Never mind that the original exemption was the brainchild of then-UH athletic director Henry "Hank" Vasconcellos in the 1950s and was passed solely to encourage travel to Hawai'i so the Rainbows would have somebody to play. Or that if the exemption has been abused it was the NCAA that allowed all manner of others to piggyback the exemption in the last 20 years.

Never mind that the Rainbows are the only Division I member sponsoring a tournament in a field grown thick with commercial enterprises.

"That issue was never addressed by the board and we certainly see no distinction," Kirwan said.

Therein lies the battle for UH. Over the next two years it needs to impress upon NCAA decision makers that there is a critical distinction.

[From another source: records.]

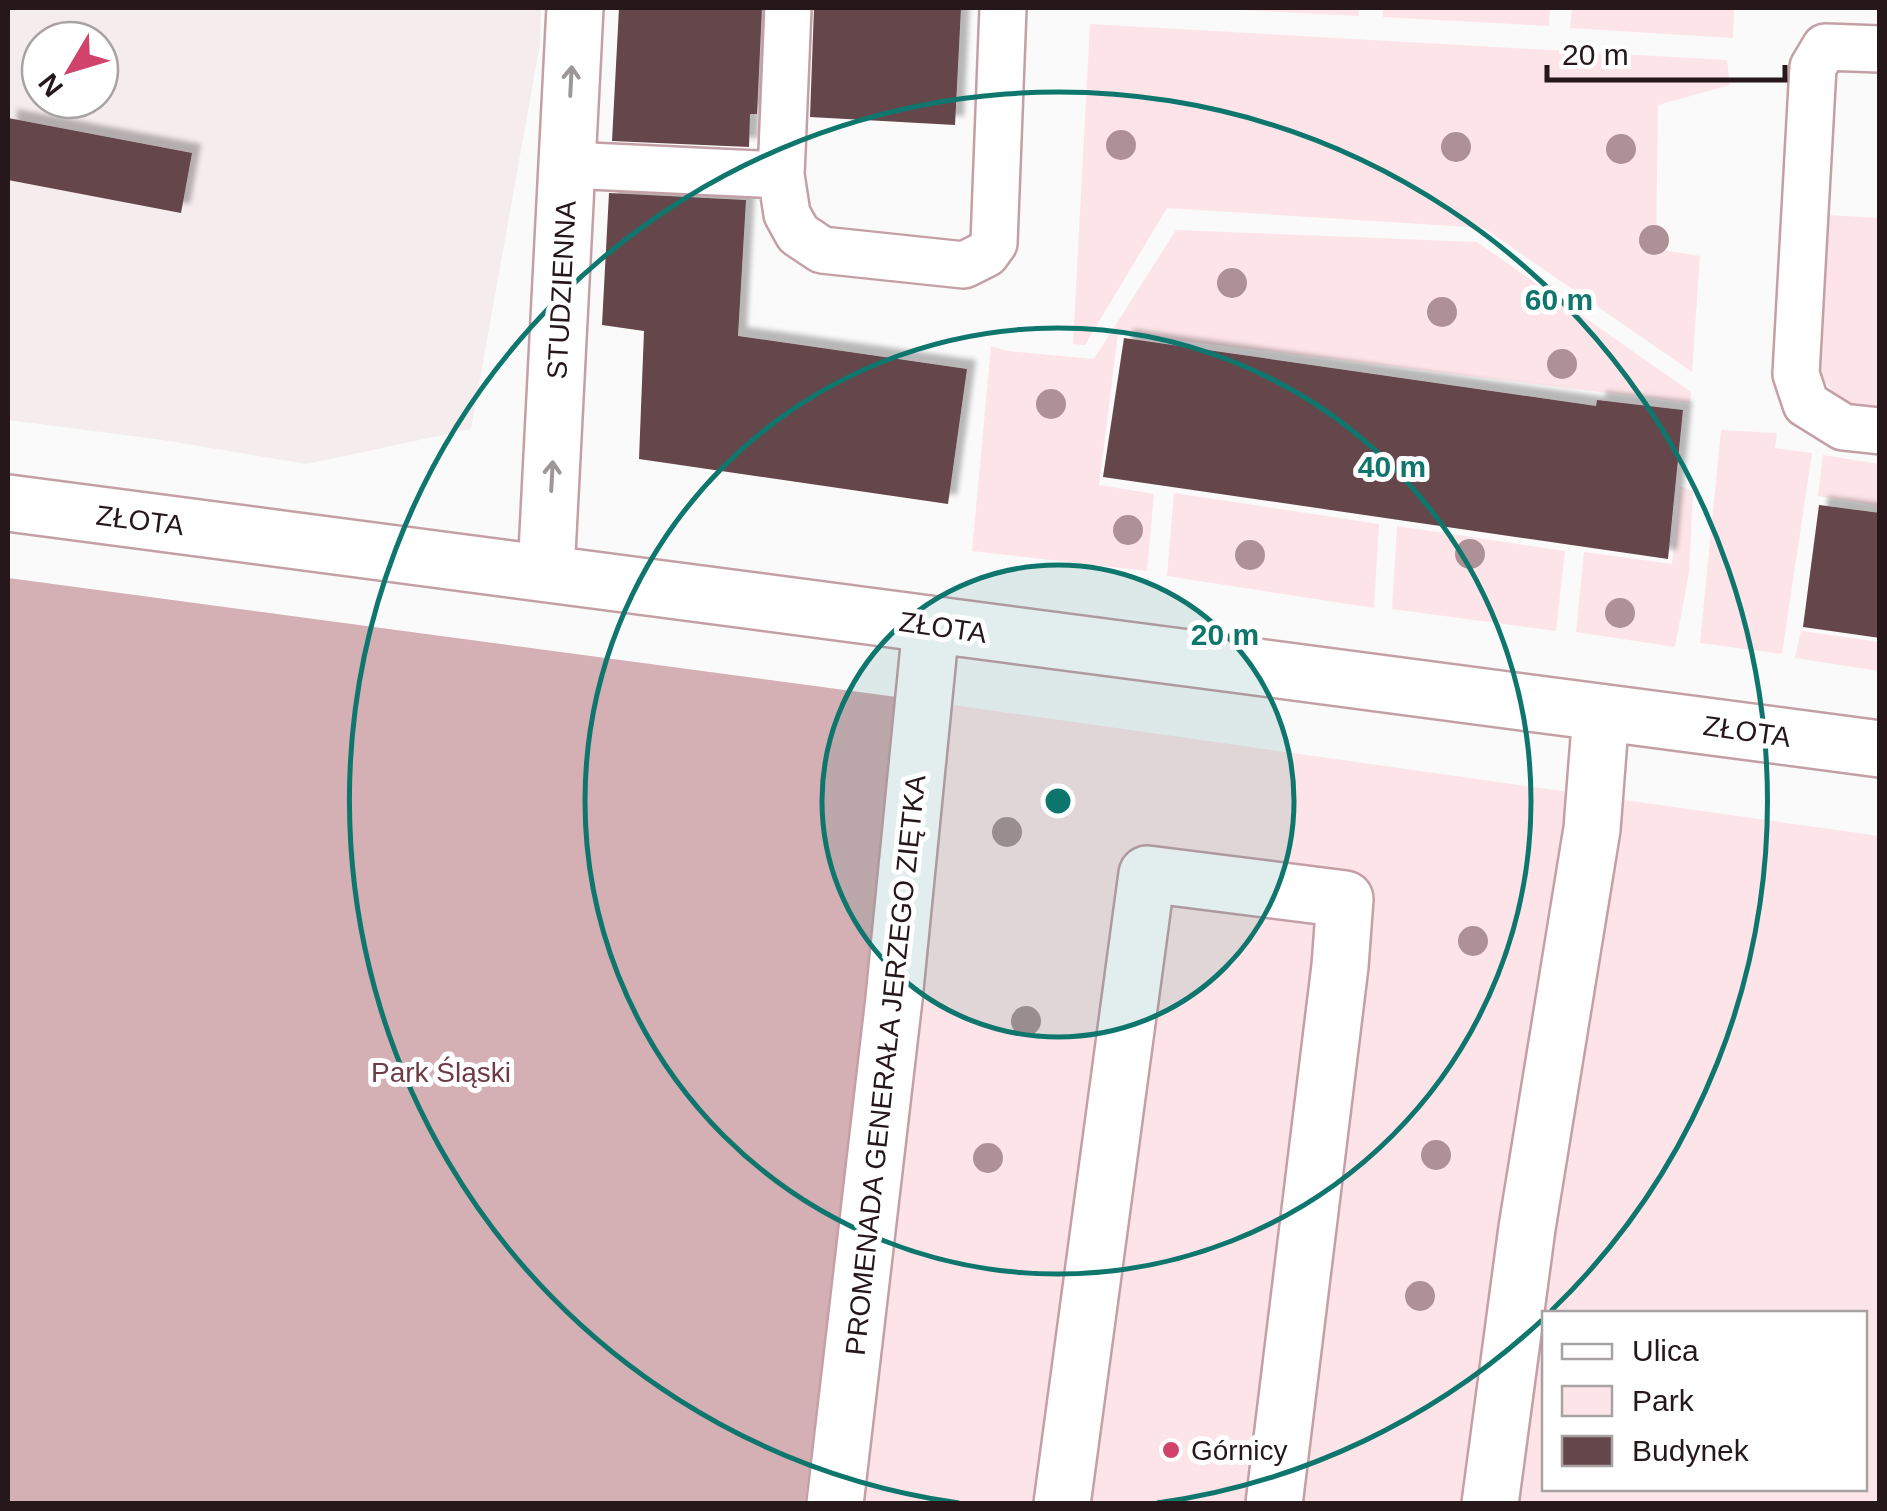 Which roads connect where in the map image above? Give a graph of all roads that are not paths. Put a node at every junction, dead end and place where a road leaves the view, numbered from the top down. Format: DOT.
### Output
graph roads {
  1 [pos="575,8"];
  2 [pos="788,8"];
  3 [pos="1003,8"];
  4 [pos="1880,49"];
  5 [pos="568,165"];
  6 [pos="781,175"];
  7 [pos="1880,431"];
  8 [pos="8,503"];
  9 [pos="546,573"];
  10 [pos="931,626"];
  11 [pos="1601,712"];
  12 [pos="1880,749"];
  13 [pos="835,1504"];
  14 [pos="1062,1504"];
  15 [pos="1274,1504"];
  16 [pos="1490,1504"];
  5 -- 1 [label="street, STUDZIENNA, one-way"];
  2 -- 6 [label="lane"];
  3 -- 6 [label="lane"];
  4 -- 7 [label="lane"];
  5 -- 6 [label="lane"];
  9 -- 5 [label="street, STUDZIENNA, one-way"];
  8 -- 9 [label="street, ZŁOTA"];
  9 -- 10 [label="street, ZŁOTA"];
  10 -- 11 [label="street, ZŁOTA"];
  10 -- 13 [label="street, PROMENADA GENERAŁA JERZEGO ZIĘTKA"];
  11 -- 12 [label="street, ZŁOTA"];
  11 -- 16 [label="street"];
  14 -- 15 [label="street"];
} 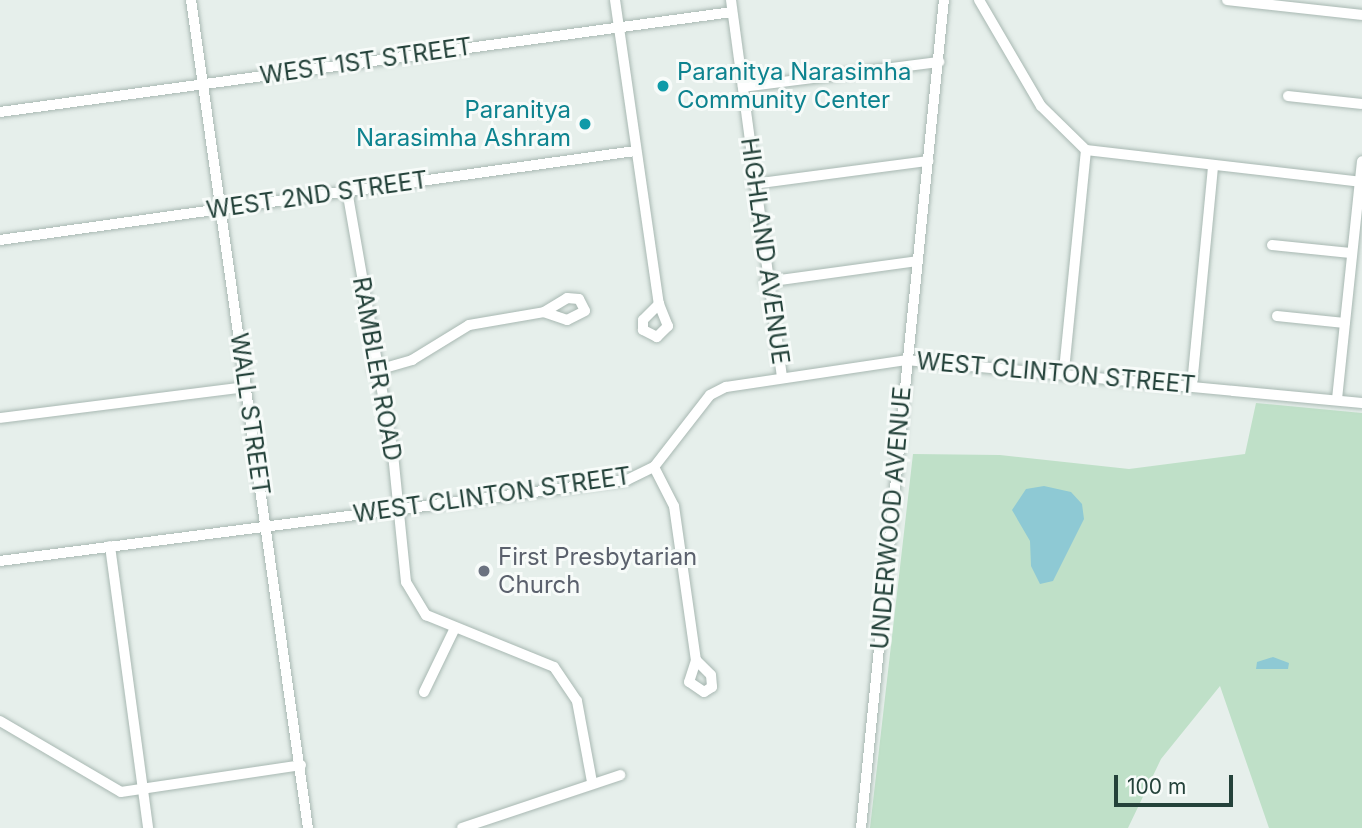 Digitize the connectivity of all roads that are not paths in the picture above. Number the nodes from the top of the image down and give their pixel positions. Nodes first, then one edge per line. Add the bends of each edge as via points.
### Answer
1 (191, 0) edge
2 (615, 0) edge
3 (730, 0) edge
4 (944, 0) edge
5 (979, 0) edge
6 (1227, 0) edge
7 (732, 12) junction
8 (1362, 15) edge
9 (620, 27) junction
10 (939, 62) junction
11 (203, 85) junction
12 (743, 88) junction
13 (1288, 96) dead end
14 (1362, 104) edge
15 (0, 112) edge
16 (635, 150) junction
17 (1086, 150) junction
18 (928, 161) junction
19 (1362, 161) edge
20 (1213, 166) junction
21 (1361, 181) edge
22 (753, 184) junction
23 (347, 190) junction
24 (220, 208) junction
25 (0, 240) edge
26 (1272, 245) dead end
27 (1351, 253) junction
28 (918, 261) junction
29 (765, 282) junction
30 (659, 304) dead end
31 (544, 312) dead end
32 (1277, 316) dead end
33 (1345, 323) junction
34 (906, 360) junction
35 (374, 371) junction
36 (1064, 372) junction
37 (782, 377) junction
38 (1192, 386) junction
39 (247, 387) junction
40 (1337, 400) junction
41 (1362, 403) edge
42 (0, 418) edge
43 (654, 467) junction
44 (400, 507) junction
45 (267, 527) junction
46 (110, 546) junction
47 (0, 561) edge
48 (454, 629) junction
49 (696, 660) dead end
50 (424, 692) dead end
51 (0, 721) edge
52 (300, 765) junction
53 (620, 775) dead end
54 (592, 782) junction
55 (143, 791) junction
56 (148, 828) edge
57 (308, 828) edge
58 (461, 828) edge
59 (861, 828) edge

1 - 11 street, WALL STREET
2 - 9 street
3 - 7 street, HIGHLAND AVENUE
4 - 10 street, UNDERWOOD AVENUE
5 - 17 street via 1041,106
6 - 8 street
7 - 9 street, WEST 1ST STREET
7 - 12 street, HIGHLAND AVENUE
9 - 11 street, WEST 1ST STREET
9 - 16 street
10 - 12 street
10 - 18 street, UNDERWOOD AVENUE
11 - 15 street, WEST 1ST STREET
11 - 24 street, WALL STREET
12 - 22 street, HIGHLAND AVENUE
13 - 14 street
16 - 23 street, WEST 2ND STREET
16 - 30 street
17 - 20 street
17 - 36 street
18 - 22 street
18 - 28 street, UNDERWOOD AVENUE
19 - 21 street
20 - 21 street
20 - 38 street
21 - 27 street
22 - 29 street, HIGHLAND AVENUE
23 - 24 street, WEST 2ND STREET
23 - 35 street, RAMBLER ROAD
24 - 25 street, WEST 2ND STREET
24 - 39 street, WALL STREET
26 - 27 street
27 - 33 street
28 - 29 street
28 - 34 street, UNDERWOOD AVENUE
29 - 37 street, HIGHLAND AVENUE
31 - 35 street via 469,325 411,360
32 - 33 street
33 - 40 street
34 - 36 street, WEST CLINTON STREET
34 - 37 street, WEST CLINTON STREET
34 - 59 street, UNDERWOOD AVENUE
35 - 44 street, RAMBLER ROAD
36 - 38 street, WEST CLINTON STREET
37 - 43 street, WEST CLINTON STREET via 710,395
38 - 40 street, WEST CLINTON STREET
39 - 42 street
39 - 45 street, WALL STREET
40 - 41 street, WEST CLINTON STREET
43 - 44 street, WEST CLINTON STREET via 626,480
43 - 49 street via 674,506
44 - 45 street, WEST CLINTON STREET
44 - 48 street, RAMBLER ROAD via 406,582 426,615
45 - 46 street, WEST CLINTON STREET
45 - 52 street, WALL STREET
46 - 47 street, WEST CLINTON STREET
46 - 55 street
48 - 50 street
48 - 54 street, RAMBLER ROAD via 554,667 577,701
51 - 55 street via 111,789
52 - 55 street
52 - 57 street, WALL STREET
53 - 54 street
54 - 58 street
55 - 56 street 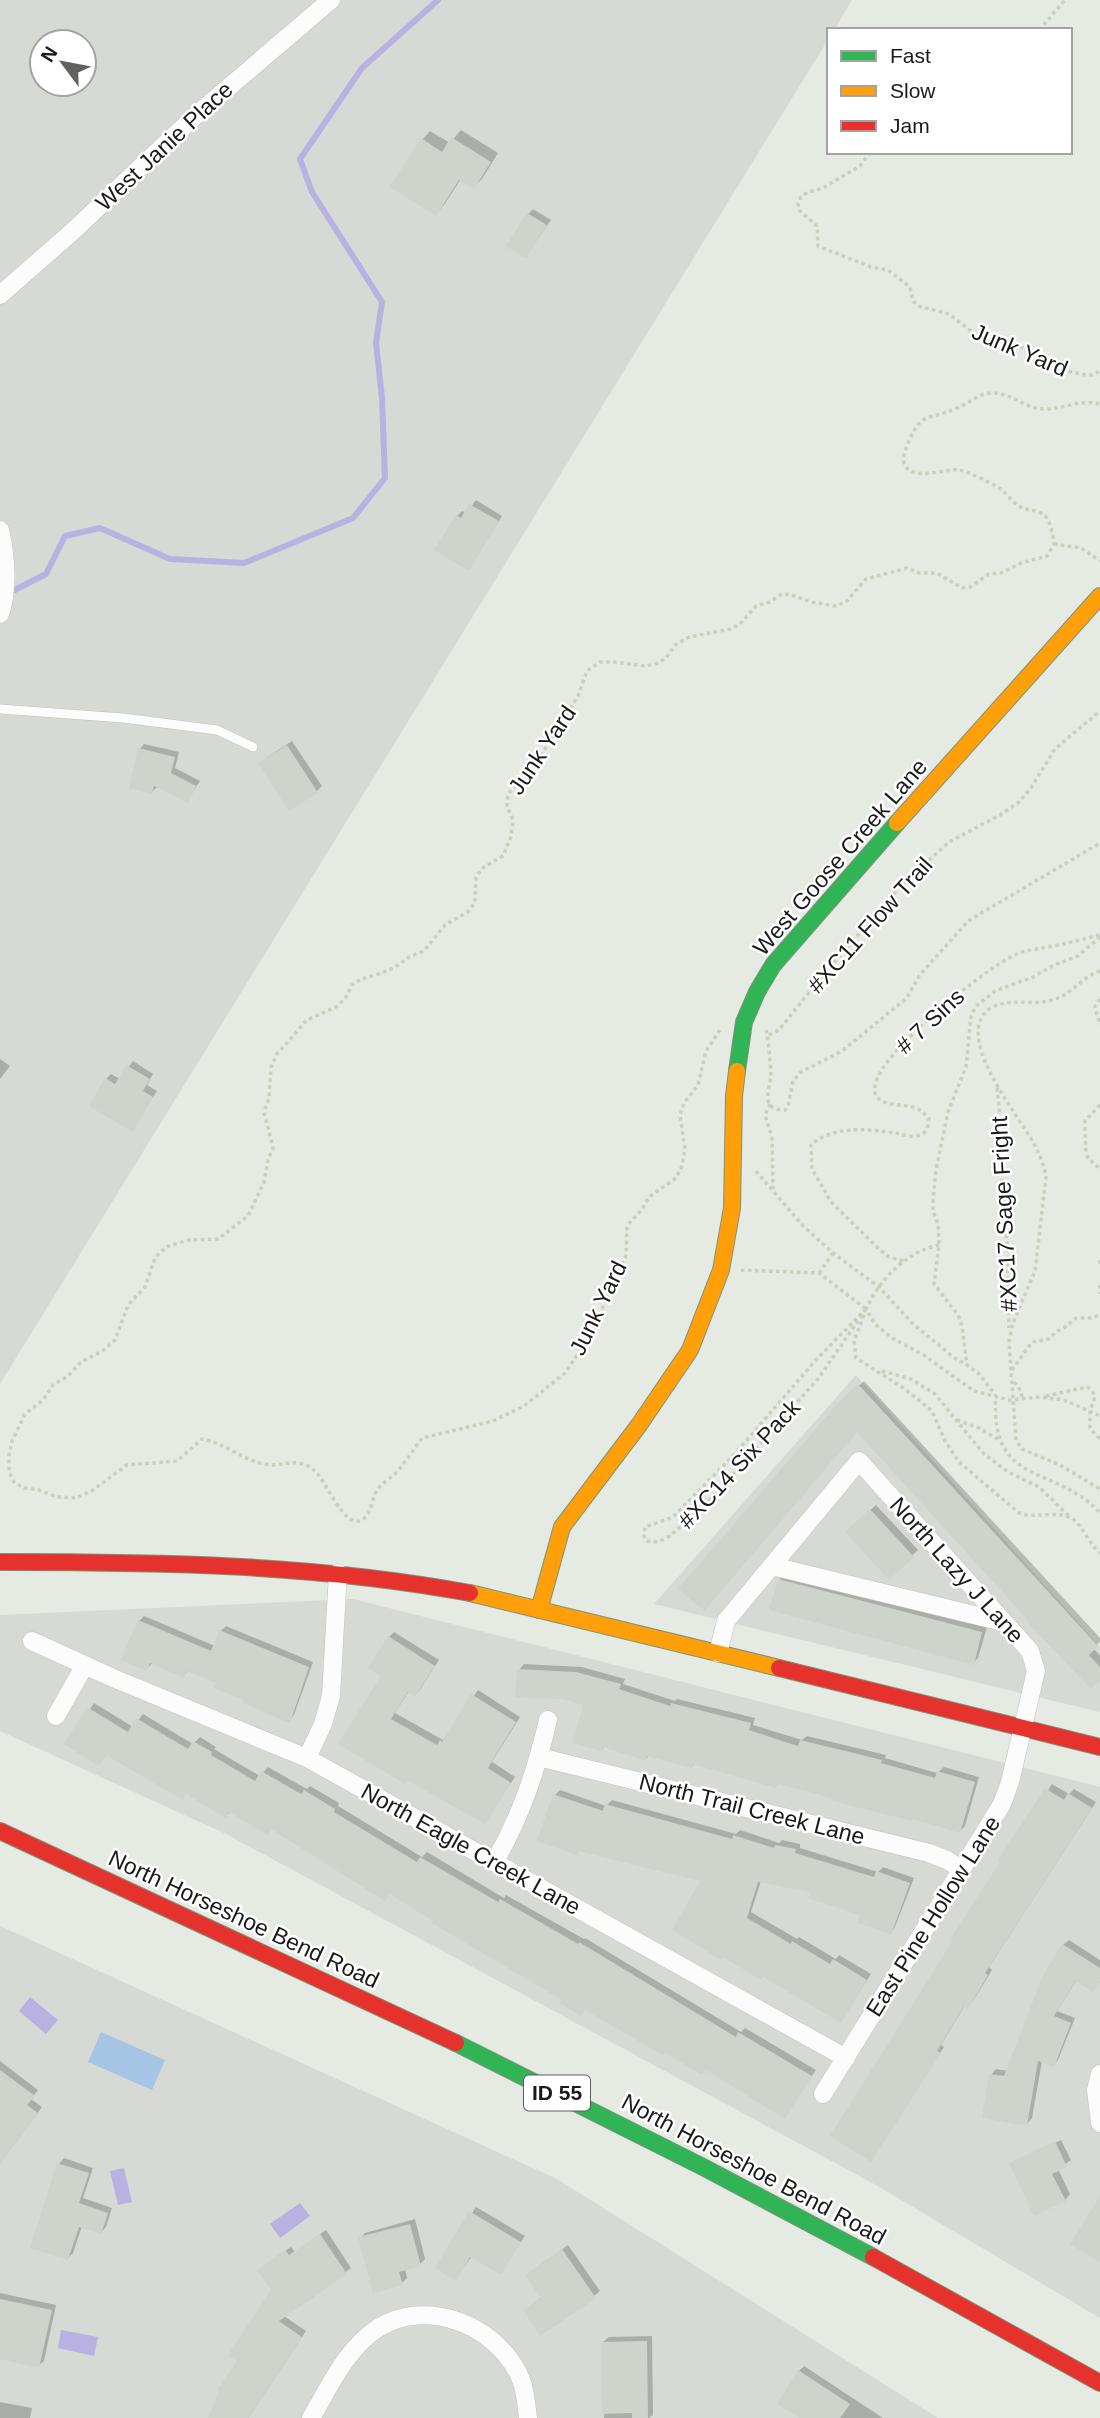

With the help of a Western Athletic Conference-authored amendment, they nearly succeeded in separating UH from the other tournaments last month. But the Management Council, which is composed of Division I athletic directors and conference commissioners, voted it down, 24 1/2-23 1/2.

Yesterday a board spokesman said, "We want to make very clear that the board is very interested in putting a limit on the number of games a school can play."

With that as a warning for the future, UH needs to open the eyes of the powers-that-be to its plight.

"It buys some time," said Karl Benson, WAC commissioner. Time, UH athletic director Hugh Yoshida recognizes "to get our message out there."

At risk is the survival of the 37-year-old Rainbow Classic and other early-season tournaments that have grown up around it, the United Airlines Tipoff Tournament and Nike Festival.

For without the exemption that gives teams playing in those tournaments a waiver from the NCAA limit on games and an opportunity to recover their travel costs by playing an additional home game, there is declining incentive to play in a tournament here.

That's a future the Rainbows clearly don't want to contemplate.